== GIVEN DATA ==

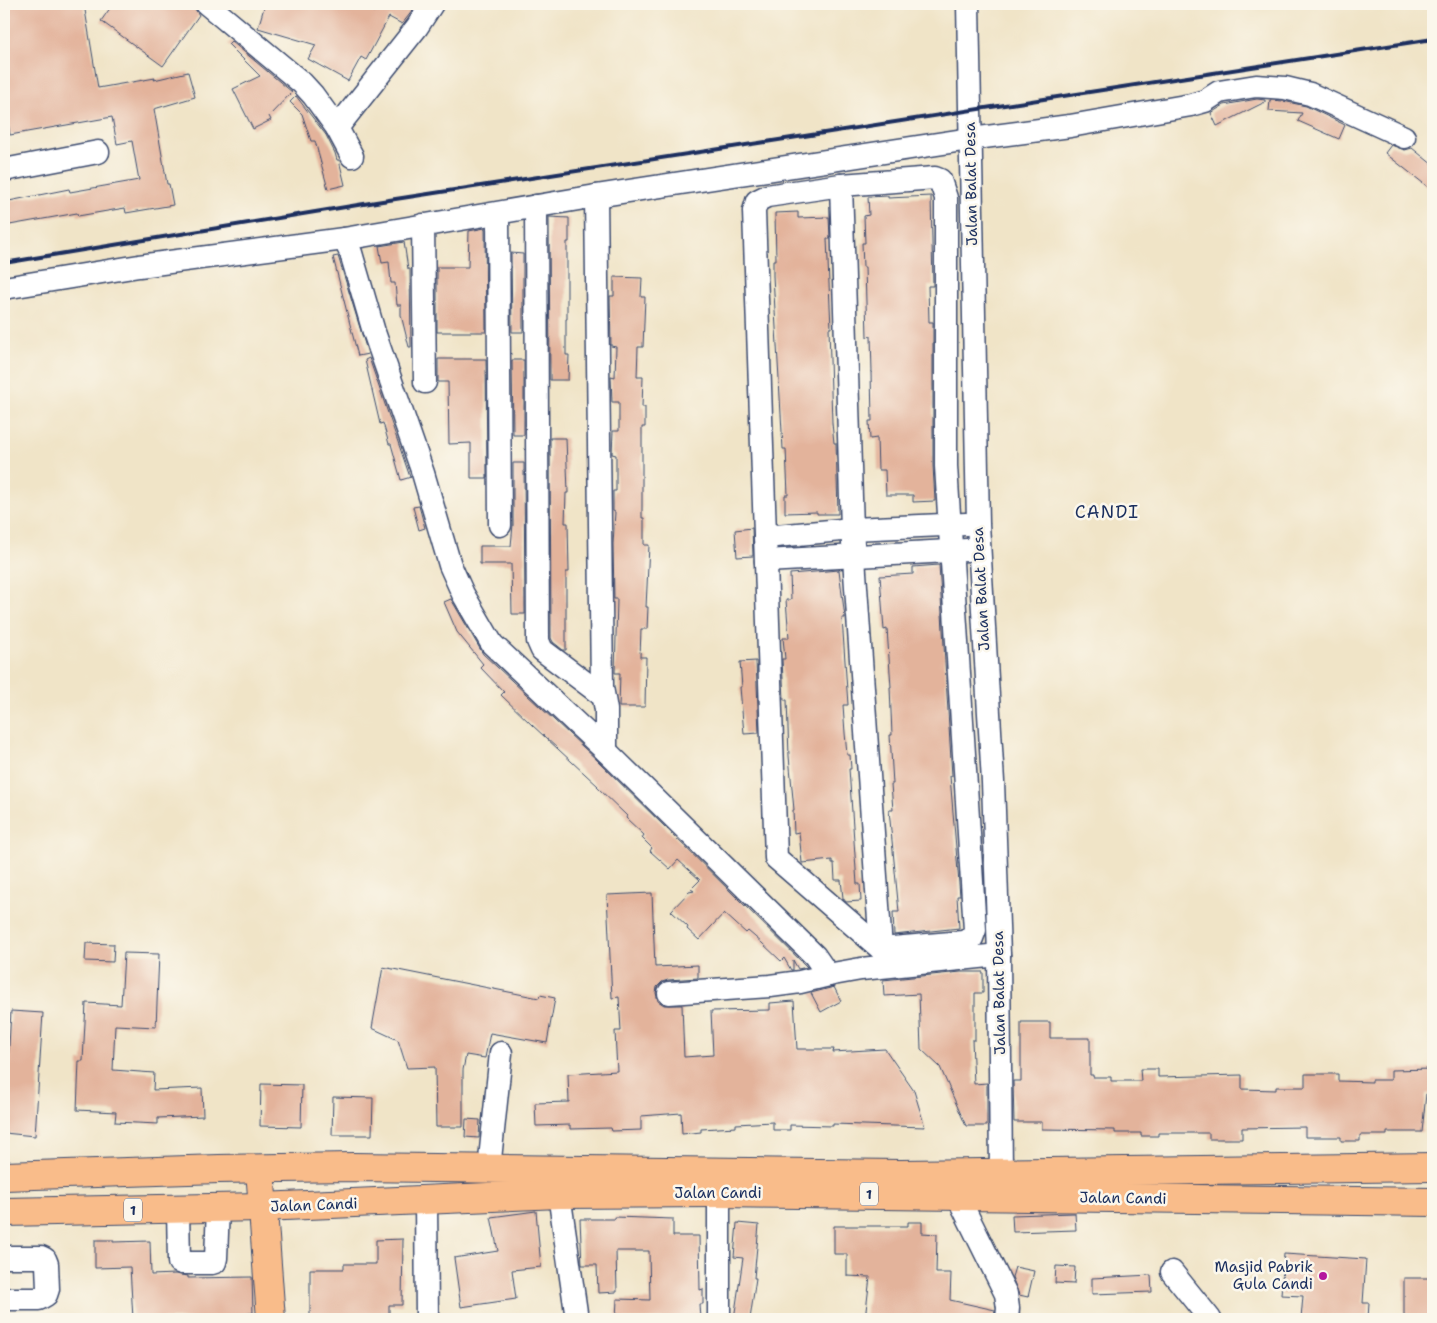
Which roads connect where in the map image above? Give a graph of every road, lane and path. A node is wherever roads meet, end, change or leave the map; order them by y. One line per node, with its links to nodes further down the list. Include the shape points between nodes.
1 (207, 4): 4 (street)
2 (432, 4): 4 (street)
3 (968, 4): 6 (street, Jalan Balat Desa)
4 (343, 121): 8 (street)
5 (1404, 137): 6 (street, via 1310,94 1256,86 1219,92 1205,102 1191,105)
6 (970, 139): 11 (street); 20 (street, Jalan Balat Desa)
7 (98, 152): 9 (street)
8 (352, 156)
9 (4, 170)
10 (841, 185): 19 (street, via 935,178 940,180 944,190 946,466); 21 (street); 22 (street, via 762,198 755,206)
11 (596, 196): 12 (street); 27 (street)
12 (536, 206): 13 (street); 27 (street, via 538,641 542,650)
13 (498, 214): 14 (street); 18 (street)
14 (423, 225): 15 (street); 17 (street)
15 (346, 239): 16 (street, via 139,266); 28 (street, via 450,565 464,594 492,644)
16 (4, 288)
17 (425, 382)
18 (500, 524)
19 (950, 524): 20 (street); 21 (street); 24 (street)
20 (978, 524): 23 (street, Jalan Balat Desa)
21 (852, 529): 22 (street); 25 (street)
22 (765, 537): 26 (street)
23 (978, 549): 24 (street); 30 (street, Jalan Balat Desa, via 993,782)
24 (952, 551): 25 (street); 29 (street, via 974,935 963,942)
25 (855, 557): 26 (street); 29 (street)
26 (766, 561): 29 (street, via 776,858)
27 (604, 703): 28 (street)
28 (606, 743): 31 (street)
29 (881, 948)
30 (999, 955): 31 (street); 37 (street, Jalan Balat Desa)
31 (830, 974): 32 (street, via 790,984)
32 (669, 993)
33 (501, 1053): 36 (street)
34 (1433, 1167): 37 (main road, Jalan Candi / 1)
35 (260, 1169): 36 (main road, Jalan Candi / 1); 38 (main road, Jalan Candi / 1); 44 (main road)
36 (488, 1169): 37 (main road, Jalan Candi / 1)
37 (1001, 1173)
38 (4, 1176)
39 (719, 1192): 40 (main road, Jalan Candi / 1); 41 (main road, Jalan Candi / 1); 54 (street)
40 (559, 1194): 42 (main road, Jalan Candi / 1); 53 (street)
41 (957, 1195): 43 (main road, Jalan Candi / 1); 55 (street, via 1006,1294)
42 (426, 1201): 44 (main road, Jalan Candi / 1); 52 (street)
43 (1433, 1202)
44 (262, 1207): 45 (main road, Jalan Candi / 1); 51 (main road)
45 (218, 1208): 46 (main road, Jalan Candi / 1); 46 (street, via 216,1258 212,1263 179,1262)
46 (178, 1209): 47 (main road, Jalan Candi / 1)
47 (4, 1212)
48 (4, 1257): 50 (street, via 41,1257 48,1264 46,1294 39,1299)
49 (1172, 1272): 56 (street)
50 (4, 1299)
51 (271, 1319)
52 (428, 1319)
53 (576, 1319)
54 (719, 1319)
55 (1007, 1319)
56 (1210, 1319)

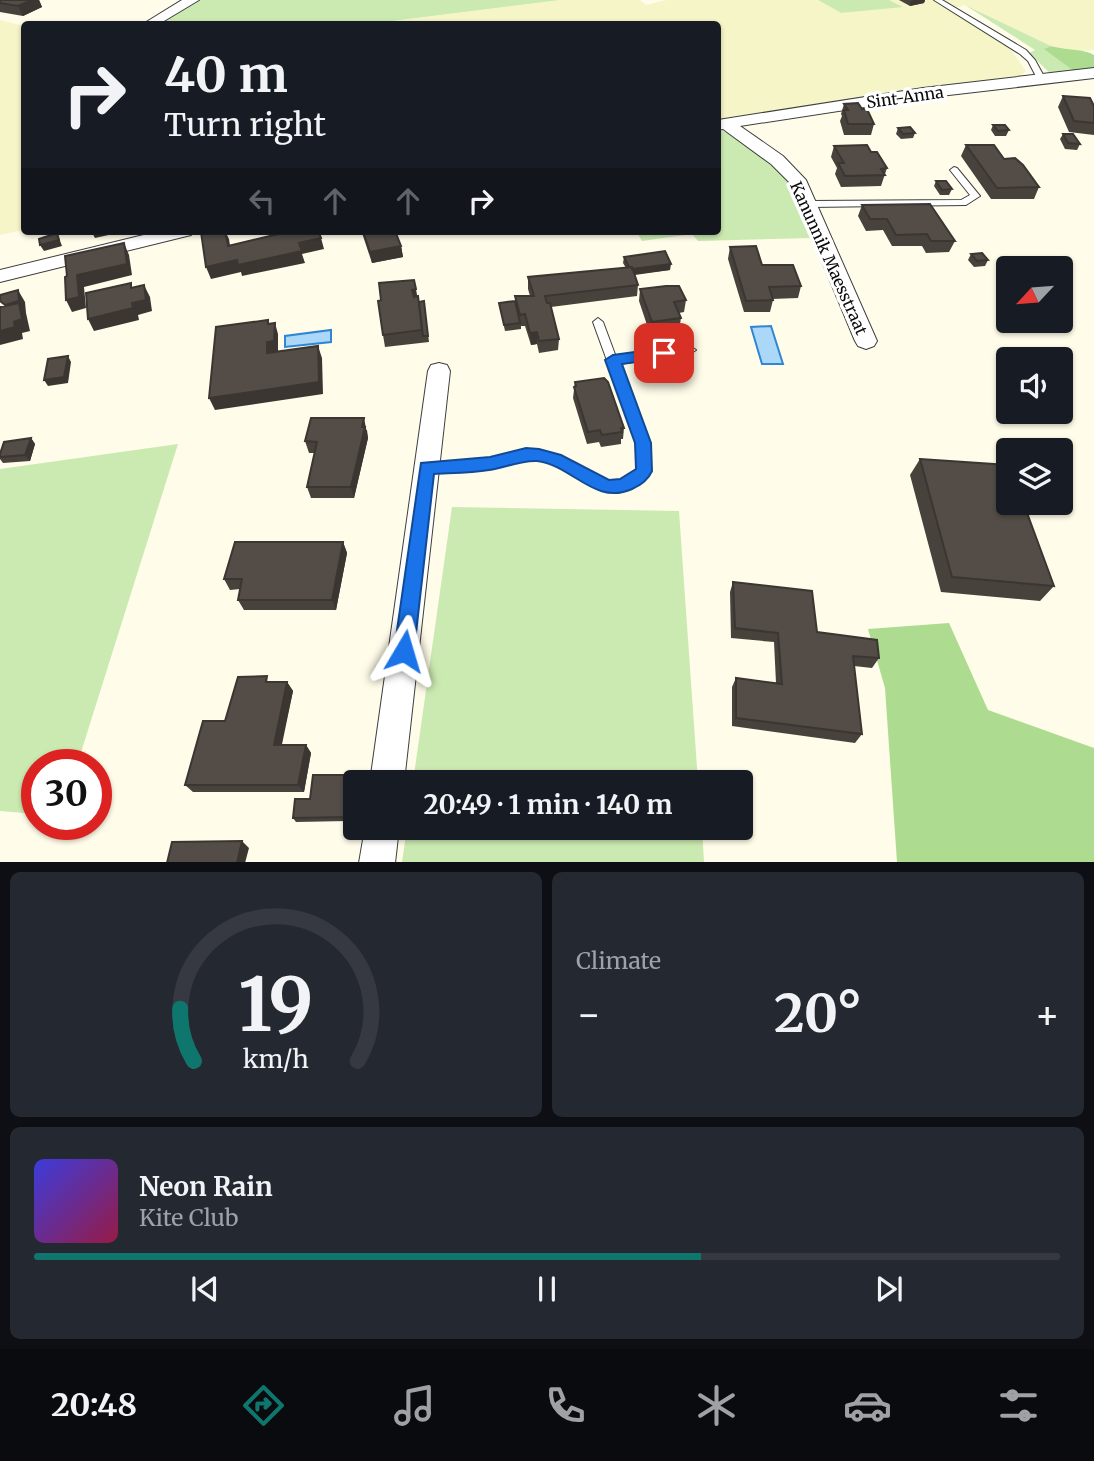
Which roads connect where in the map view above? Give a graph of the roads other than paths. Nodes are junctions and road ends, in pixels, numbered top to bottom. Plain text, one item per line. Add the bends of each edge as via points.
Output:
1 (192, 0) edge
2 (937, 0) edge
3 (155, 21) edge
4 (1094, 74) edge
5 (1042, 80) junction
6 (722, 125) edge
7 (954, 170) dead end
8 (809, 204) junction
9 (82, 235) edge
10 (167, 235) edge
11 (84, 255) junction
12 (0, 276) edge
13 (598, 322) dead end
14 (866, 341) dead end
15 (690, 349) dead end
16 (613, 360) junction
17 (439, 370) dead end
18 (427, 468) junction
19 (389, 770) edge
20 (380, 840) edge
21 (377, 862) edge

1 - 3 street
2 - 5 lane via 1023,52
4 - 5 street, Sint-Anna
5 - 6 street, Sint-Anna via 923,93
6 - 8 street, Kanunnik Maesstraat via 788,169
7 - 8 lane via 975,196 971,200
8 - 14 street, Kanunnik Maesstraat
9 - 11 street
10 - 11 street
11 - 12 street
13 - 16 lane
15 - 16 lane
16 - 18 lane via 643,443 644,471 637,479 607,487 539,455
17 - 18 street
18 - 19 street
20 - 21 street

== ASSIGNMENT ==
Transcribe the listing exactly, skipping pictures.

== WRITTEN SOLUTION ==
Which roads connect where in the map image above? Give a graph of every road, lane and path. A node is wherever roads meet, end, change or leave the map; order them by y. One line per node, with its links to nodes further down the list. Include the shape points between nodes.
1 (207, 4): 4 (street)
2 (432, 4): 4 (street)
3 (968, 4): 6 (street, Jalan Balat Desa)
4 (343, 121): 8 (street)
5 (1404, 137): 6 (street, via 1310,94 1256,86 1219,92 1205,102 1191,105)
6 (970, 139): 11 (street); 20 (street, Jalan Balat Desa)
7 (98, 152): 9 (street)
8 (352, 156)
9 (4, 170)
10 (841, 185): 19 (street, via 935,178 940,180 944,190 946,466); 21 (street); 22 (street, via 762,198 755,206)
11 (596, 196): 12 (street); 27 (street)
12 (536, 206): 13 (street); 27 (street, via 538,641 542,650)
13 (498, 214): 14 (street); 18 (street)
14 (423, 225): 15 (street); 17 (street)
15 (346, 239): 16 (street, via 139,266); 28 (street, via 450,565 464,594 492,644)
16 (4, 288)
17 (425, 382)
18 (500, 524)
19 (950, 524): 20 (street); 21 (street); 24 (street)
20 (978, 524): 23 (street, Jalan Balat Desa)
21 (852, 529): 22 (street); 25 (street)
22 (765, 537): 26 (street)
23 (978, 549): 24 (street); 30 (street, Jalan Balat Desa, via 993,782)
24 (952, 551): 25 (street); 29 (street, via 974,935 963,942)
25 (855, 557): 26 (street); 29 (street)
26 (766, 561): 29 (street, via 776,858)
27 (604, 703): 28 (street)
28 (606, 743): 31 (street)
29 (881, 948)
30 (999, 955): 31 (street); 37 (street, Jalan Balat Desa)
31 (830, 974): 32 (street, via 790,984)
32 (669, 993)
33 (501, 1053): 36 (street)
34 (1433, 1167): 37 (main road, Jalan Candi / 1)
35 (260, 1169): 36 (main road, Jalan Candi / 1); 38 (main road, Jalan Candi / 1); 44 (main road)
36 (488, 1169): 37 (main road, Jalan Candi / 1)
37 (1001, 1173)
38 (4, 1176)
39 (719, 1192): 40 (main road, Jalan Candi / 1); 41 (main road, Jalan Candi / 1); 54 (street)
40 (559, 1194): 42 (main road, Jalan Candi / 1); 53 (street)
41 (957, 1195): 43 (main road, Jalan Candi / 1); 55 (street, via 1006,1294)
42 (426, 1201): 44 (main road, Jalan Candi / 1); 52 (street)
43 (1433, 1202)
44 (262, 1207): 45 (main road, Jalan Candi / 1); 51 (main road)
45 (218, 1208): 46 (main road, Jalan Candi / 1); 46 (street, via 216,1258 212,1263 179,1262)
46 (178, 1209): 47 (main road, Jalan Candi / 1)
47 (4, 1212)
48 (4, 1257): 50 (street, via 41,1257 48,1264 46,1294 39,1299)
49 (1172, 1272): 56 (street)
50 (4, 1299)
51 (271, 1319)
52 (428, 1319)
53 (576, 1319)
54 (719, 1319)
55 (1007, 1319)
56 (1210, 1319)

Which roads connect where in the map view above? Give a graph of the roads other than paths. Nodes are junctions and road ends, in pixels, numbered top to bottom. Plain text, one item per line. Add the bends of each edge as via points.
Output:
1 (192, 0) edge
2 (937, 0) edge
3 (155, 21) edge
4 (1094, 74) edge
5 (1042, 80) junction
6 (722, 125) edge
7 (954, 170) dead end
8 (809, 204) junction
9 (82, 235) edge
10 (167, 235) edge
11 (84, 255) junction
12 (0, 276) edge
13 (598, 322) dead end
14 (866, 341) dead end
15 (690, 349) dead end
16 (613, 360) junction
17 (439, 370) dead end
18 (427, 468) junction
19 (389, 770) edge
20 (380, 840) edge
21 (377, 862) edge

1 - 3 street
2 - 5 lane via 1023,52
4 - 5 street, Sint-Anna
5 - 6 street, Sint-Anna via 923,93
6 - 8 street, Kanunnik Maesstraat via 788,169
7 - 8 lane via 975,196 971,200
8 - 14 street, Kanunnik Maesstraat
9 - 11 street
10 - 11 street
11 - 12 street
13 - 16 lane
15 - 16 lane
16 - 18 lane via 643,443 644,471 637,479 607,487 539,455
17 - 18 street
18 - 19 street
20 - 21 street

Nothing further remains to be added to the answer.